### Work instruction:
From the entries below, gather every line containing the string "wrist".

Human pose keypoint data
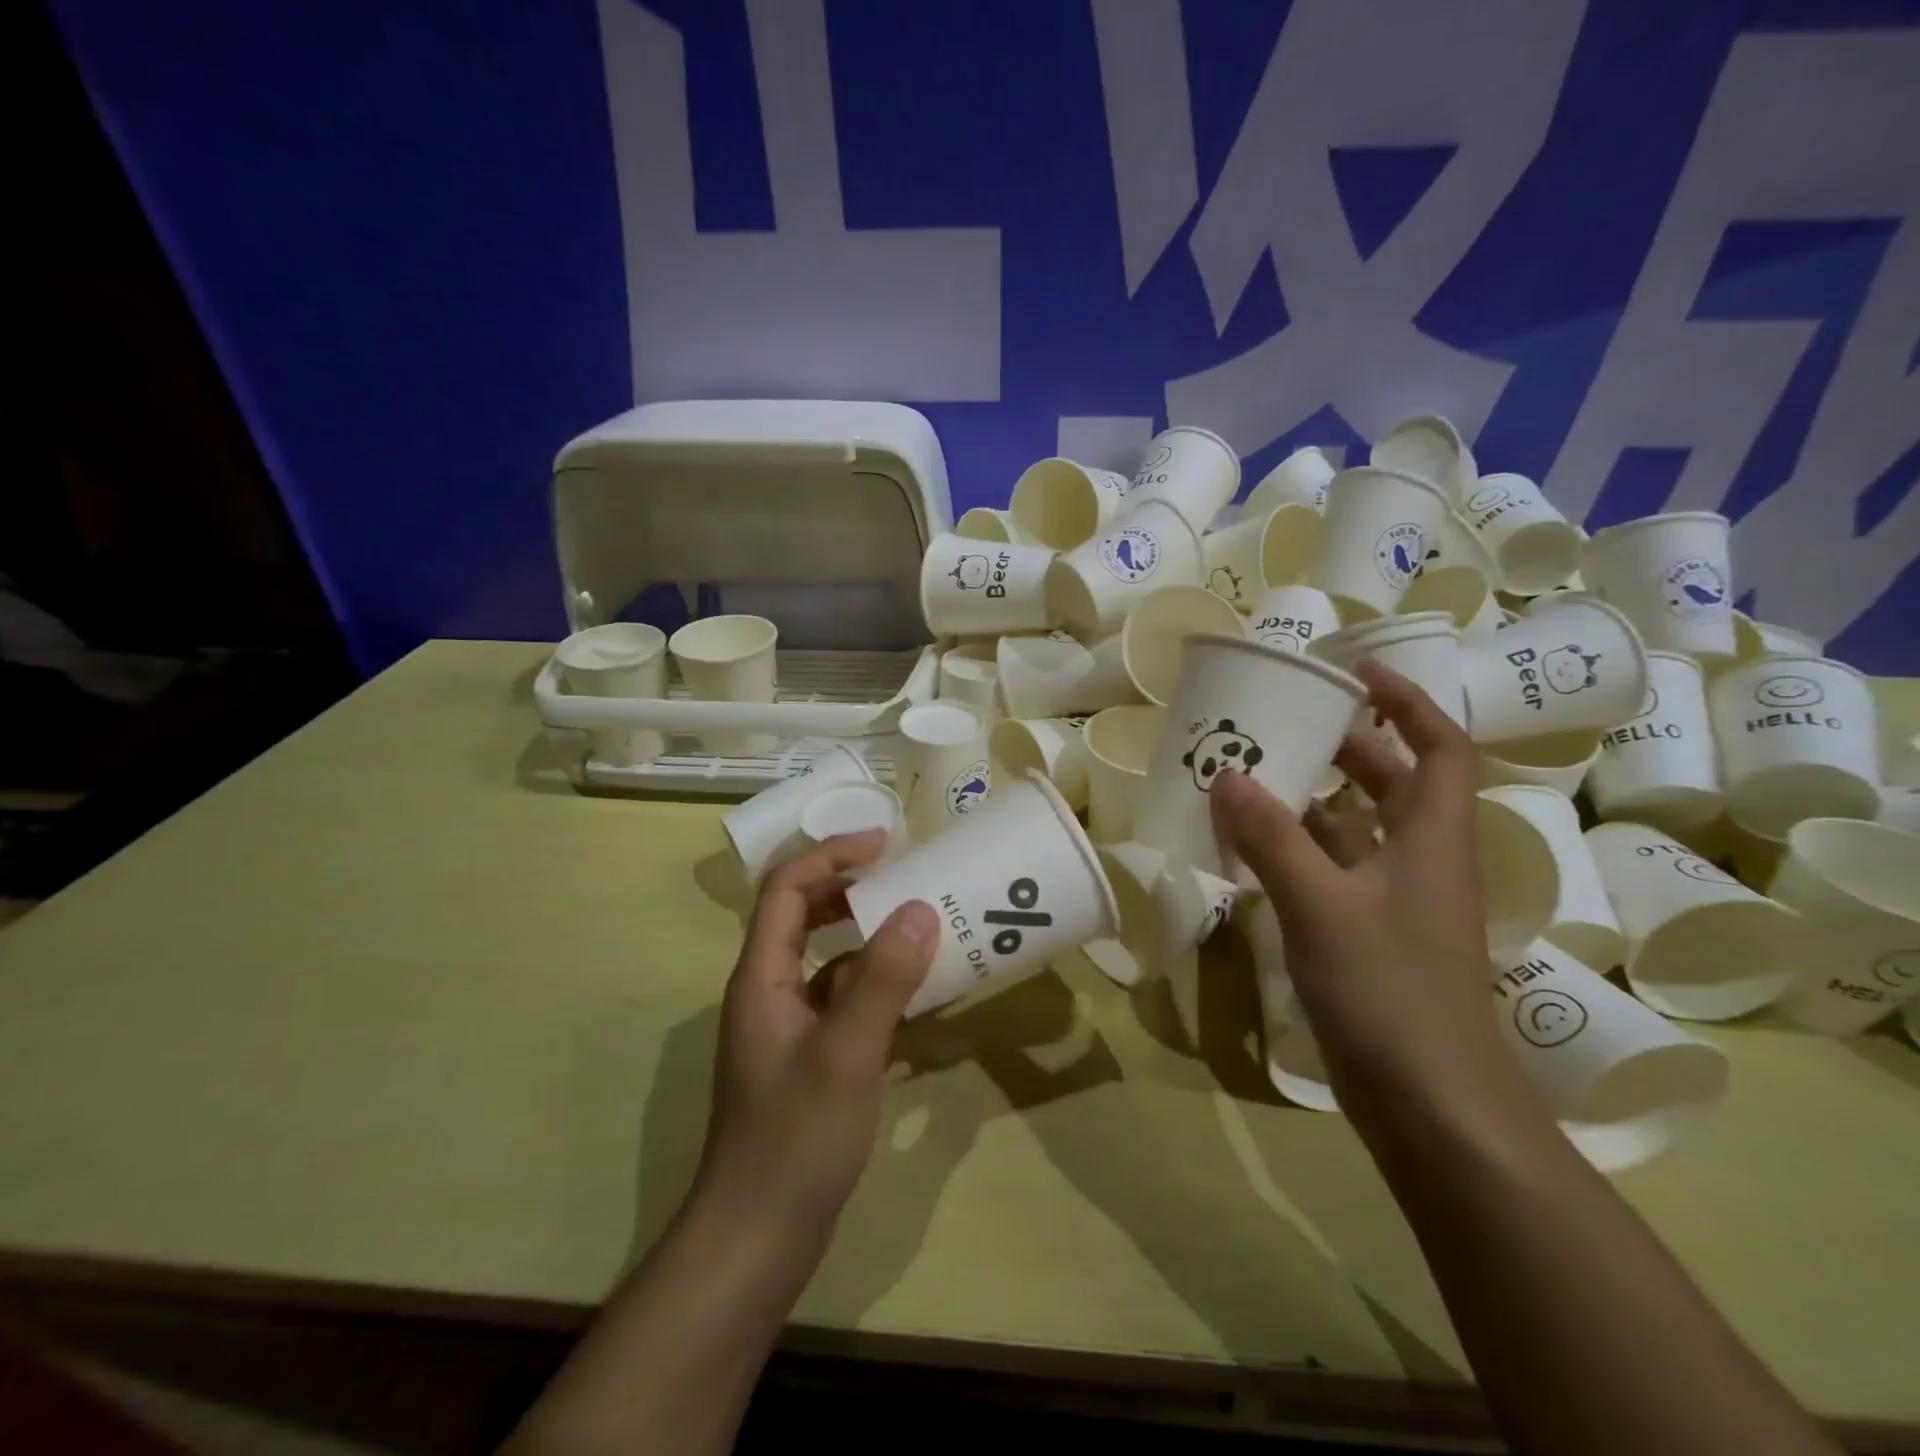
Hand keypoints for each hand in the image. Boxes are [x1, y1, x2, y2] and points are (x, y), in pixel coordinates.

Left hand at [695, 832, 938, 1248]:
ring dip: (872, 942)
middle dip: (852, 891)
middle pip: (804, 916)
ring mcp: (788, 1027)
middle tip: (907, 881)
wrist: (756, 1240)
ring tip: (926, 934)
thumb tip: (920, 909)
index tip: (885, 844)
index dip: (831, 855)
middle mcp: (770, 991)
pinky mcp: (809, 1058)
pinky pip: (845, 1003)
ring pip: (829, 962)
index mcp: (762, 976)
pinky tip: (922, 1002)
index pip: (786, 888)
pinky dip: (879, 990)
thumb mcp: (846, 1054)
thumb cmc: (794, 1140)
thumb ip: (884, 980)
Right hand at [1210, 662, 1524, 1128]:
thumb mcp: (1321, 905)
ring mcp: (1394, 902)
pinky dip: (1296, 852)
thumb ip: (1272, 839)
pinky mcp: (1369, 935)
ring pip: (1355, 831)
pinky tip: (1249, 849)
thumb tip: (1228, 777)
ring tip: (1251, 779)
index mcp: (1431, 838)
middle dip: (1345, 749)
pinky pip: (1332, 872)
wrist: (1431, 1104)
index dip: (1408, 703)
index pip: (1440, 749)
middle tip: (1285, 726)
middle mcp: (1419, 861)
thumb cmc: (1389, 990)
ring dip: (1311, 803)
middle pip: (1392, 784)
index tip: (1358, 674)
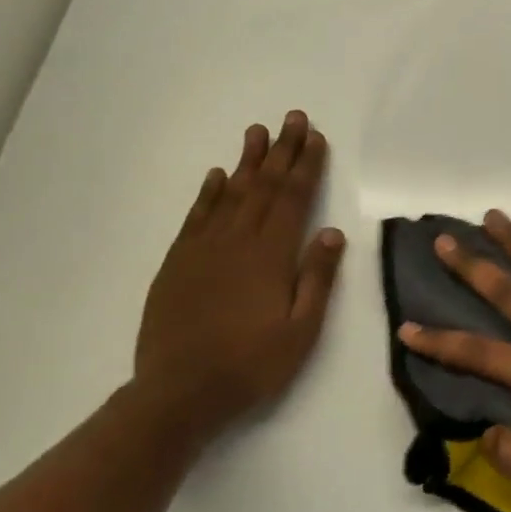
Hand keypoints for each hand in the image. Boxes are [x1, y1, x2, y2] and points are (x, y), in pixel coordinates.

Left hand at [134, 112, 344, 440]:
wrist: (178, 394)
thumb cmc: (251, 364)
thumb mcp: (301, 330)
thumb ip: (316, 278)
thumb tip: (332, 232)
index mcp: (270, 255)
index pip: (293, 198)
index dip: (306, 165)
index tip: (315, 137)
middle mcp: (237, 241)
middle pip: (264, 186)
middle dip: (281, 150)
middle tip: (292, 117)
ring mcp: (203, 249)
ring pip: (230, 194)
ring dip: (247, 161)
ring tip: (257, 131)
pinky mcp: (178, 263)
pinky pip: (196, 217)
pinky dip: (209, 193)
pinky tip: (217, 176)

...

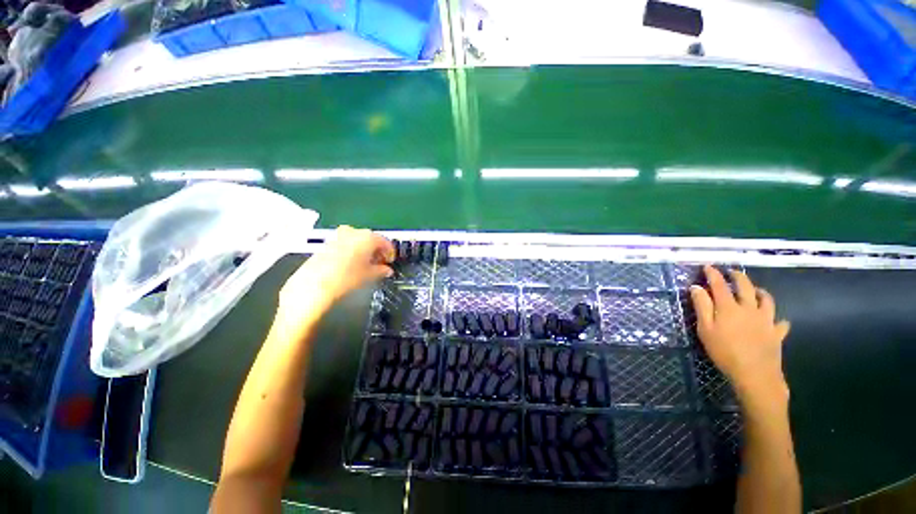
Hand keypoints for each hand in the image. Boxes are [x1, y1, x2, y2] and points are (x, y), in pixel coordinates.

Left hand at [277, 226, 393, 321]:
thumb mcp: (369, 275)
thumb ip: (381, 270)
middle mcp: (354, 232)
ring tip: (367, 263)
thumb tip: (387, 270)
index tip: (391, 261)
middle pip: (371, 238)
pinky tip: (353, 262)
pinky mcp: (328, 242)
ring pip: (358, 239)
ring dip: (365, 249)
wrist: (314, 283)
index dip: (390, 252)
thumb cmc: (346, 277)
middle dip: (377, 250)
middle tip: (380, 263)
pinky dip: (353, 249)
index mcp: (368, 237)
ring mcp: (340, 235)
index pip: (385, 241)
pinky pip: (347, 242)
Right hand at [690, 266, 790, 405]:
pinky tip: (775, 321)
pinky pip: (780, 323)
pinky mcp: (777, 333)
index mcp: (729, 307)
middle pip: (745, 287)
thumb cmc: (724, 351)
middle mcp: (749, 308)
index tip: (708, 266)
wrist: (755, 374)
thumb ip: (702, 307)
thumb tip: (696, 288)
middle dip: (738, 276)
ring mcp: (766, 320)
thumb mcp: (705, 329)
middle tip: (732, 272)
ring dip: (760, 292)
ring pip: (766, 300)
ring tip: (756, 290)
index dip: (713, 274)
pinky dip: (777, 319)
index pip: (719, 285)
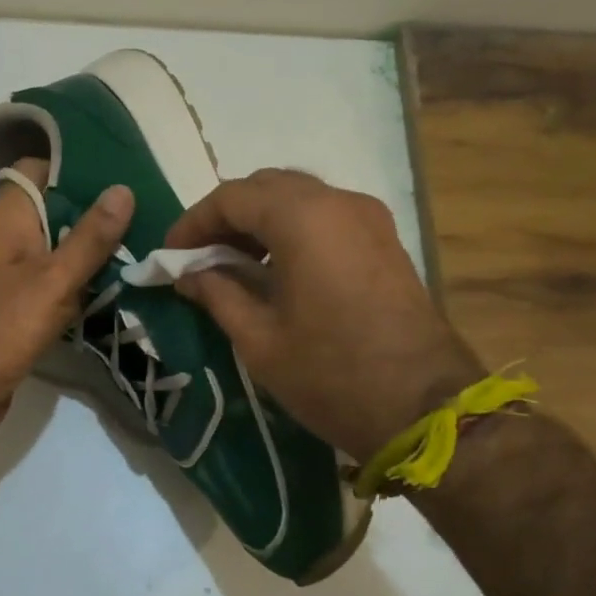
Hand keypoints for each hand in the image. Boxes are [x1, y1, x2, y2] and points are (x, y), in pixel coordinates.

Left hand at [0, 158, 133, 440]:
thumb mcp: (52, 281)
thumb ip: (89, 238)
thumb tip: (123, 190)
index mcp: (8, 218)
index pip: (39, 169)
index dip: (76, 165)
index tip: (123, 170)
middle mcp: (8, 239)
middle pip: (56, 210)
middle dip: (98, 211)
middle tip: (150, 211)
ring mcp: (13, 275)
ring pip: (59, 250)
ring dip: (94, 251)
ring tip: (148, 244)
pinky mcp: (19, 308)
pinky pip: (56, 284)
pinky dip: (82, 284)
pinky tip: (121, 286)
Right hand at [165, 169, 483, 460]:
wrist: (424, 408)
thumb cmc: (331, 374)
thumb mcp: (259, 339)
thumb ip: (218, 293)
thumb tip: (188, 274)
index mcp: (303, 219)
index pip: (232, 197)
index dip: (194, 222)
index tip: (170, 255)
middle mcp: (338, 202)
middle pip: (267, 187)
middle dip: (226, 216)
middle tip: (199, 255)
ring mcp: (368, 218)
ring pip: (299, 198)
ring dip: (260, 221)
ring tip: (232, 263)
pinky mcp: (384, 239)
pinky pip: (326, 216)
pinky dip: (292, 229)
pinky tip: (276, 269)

==

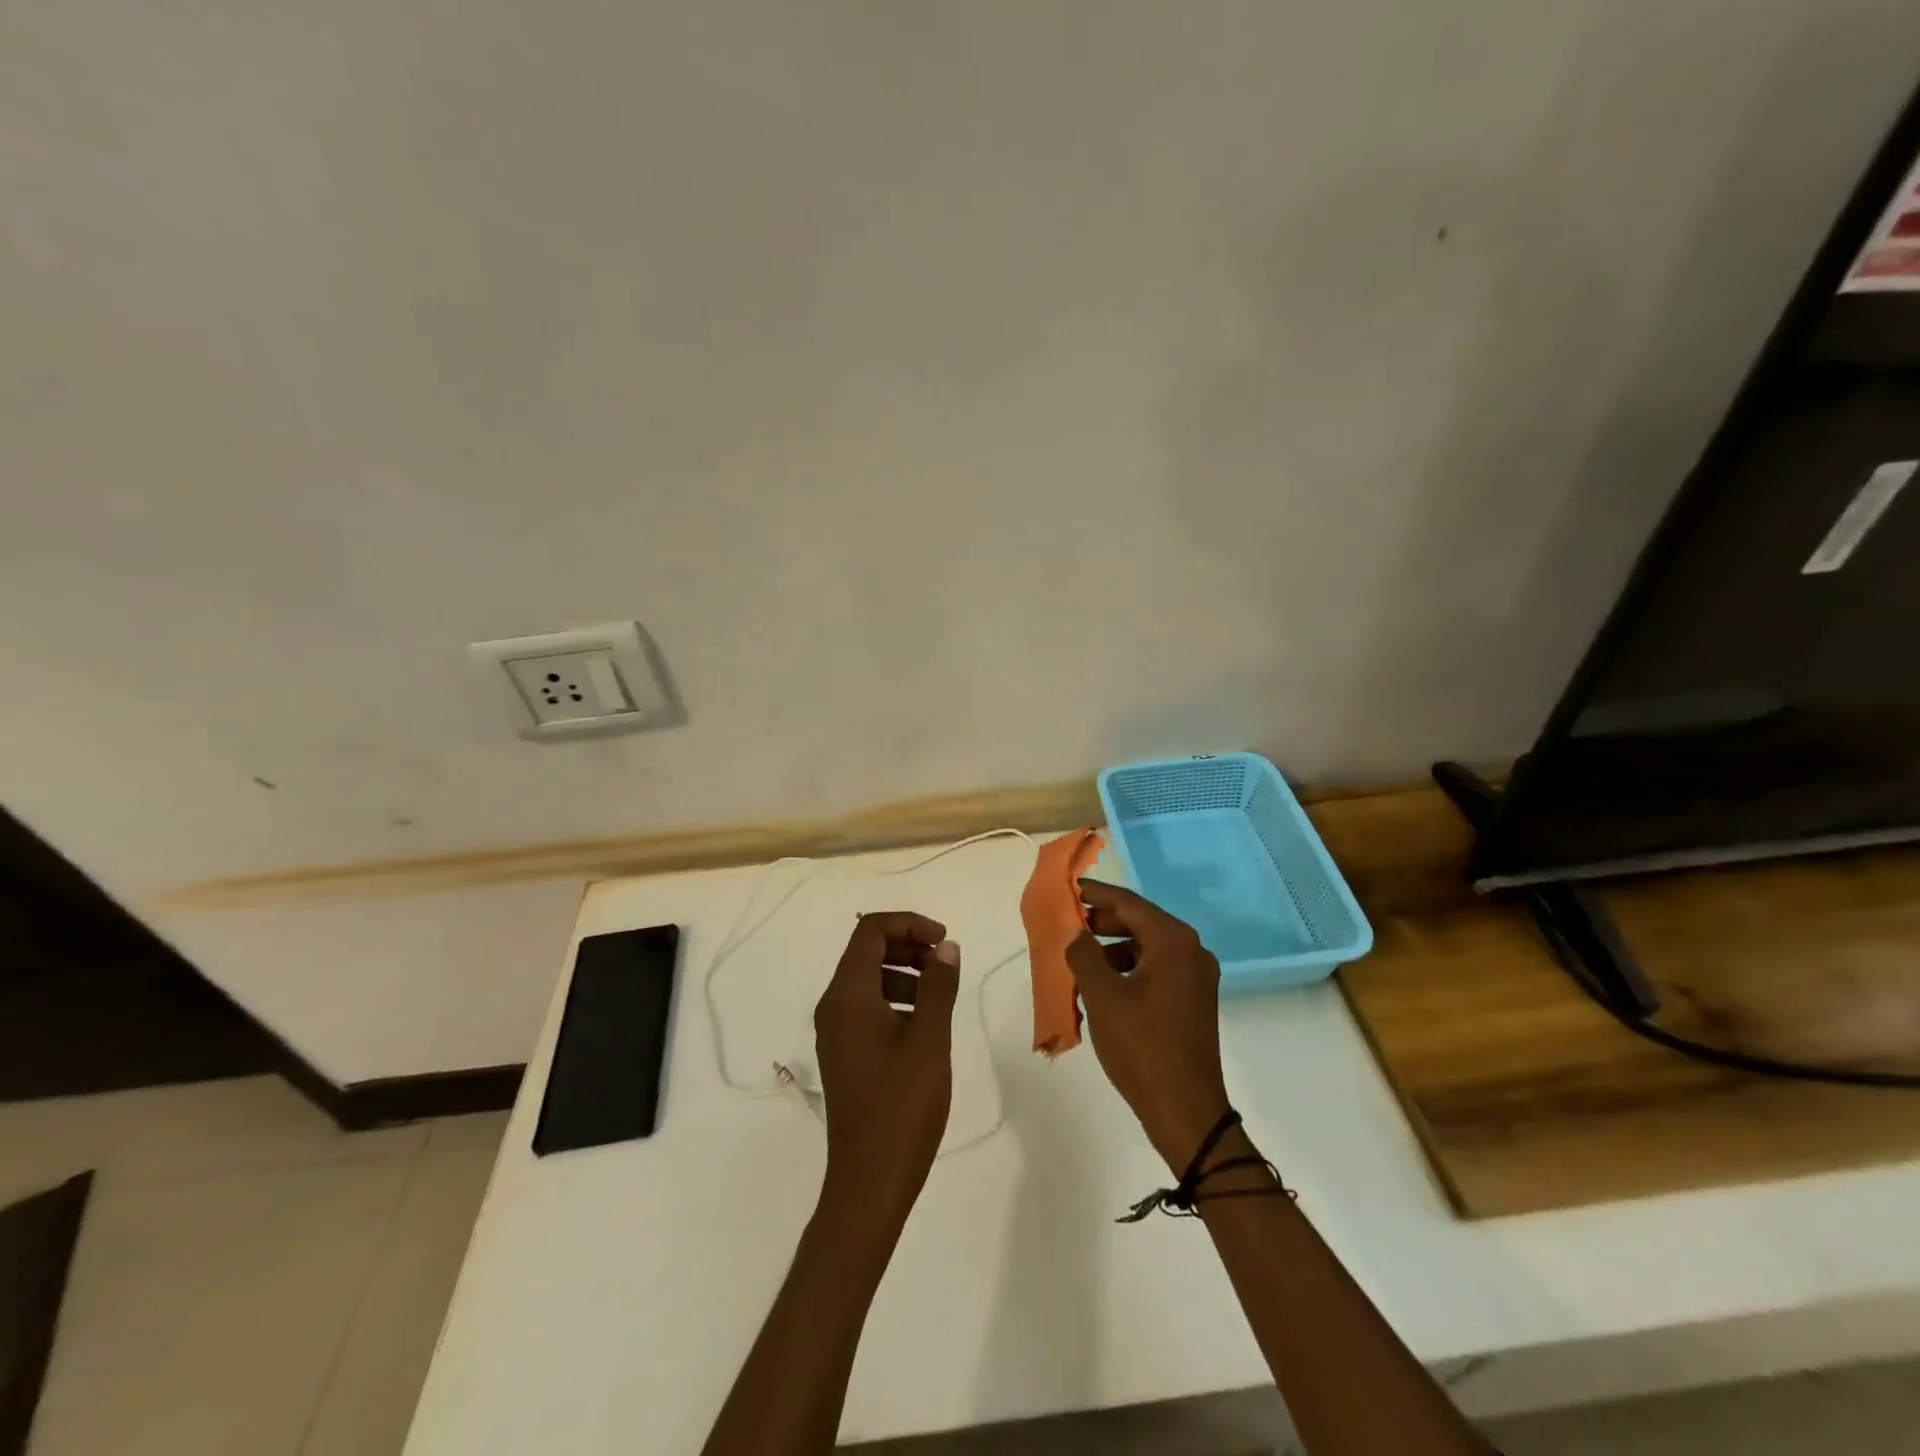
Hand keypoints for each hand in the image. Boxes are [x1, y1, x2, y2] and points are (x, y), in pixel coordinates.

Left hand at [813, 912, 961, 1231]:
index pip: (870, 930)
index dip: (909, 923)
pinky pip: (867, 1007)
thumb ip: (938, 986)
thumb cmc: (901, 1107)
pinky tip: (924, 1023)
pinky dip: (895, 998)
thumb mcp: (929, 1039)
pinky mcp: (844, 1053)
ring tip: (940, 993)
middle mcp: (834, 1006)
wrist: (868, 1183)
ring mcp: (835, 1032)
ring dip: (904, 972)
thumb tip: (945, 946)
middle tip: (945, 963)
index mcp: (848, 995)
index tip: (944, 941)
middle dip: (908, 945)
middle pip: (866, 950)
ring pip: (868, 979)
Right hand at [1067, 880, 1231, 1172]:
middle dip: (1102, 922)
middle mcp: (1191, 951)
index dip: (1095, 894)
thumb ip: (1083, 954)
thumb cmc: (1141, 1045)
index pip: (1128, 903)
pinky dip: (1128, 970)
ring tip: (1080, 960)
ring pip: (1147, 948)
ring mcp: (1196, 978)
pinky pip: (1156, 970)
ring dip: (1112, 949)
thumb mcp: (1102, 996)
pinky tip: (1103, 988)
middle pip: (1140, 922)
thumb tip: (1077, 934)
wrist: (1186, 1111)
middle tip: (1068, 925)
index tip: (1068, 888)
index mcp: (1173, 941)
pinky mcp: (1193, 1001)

### Solution below:
wrist: (756, 1240)
wrist: (1431, 1104)
wrist: (178, 394)
wrist: (314, 283)
wrist: (755, 374)
wrist: (424, 408)
wrist: (868, 1183)
wrist: (1186, 1111)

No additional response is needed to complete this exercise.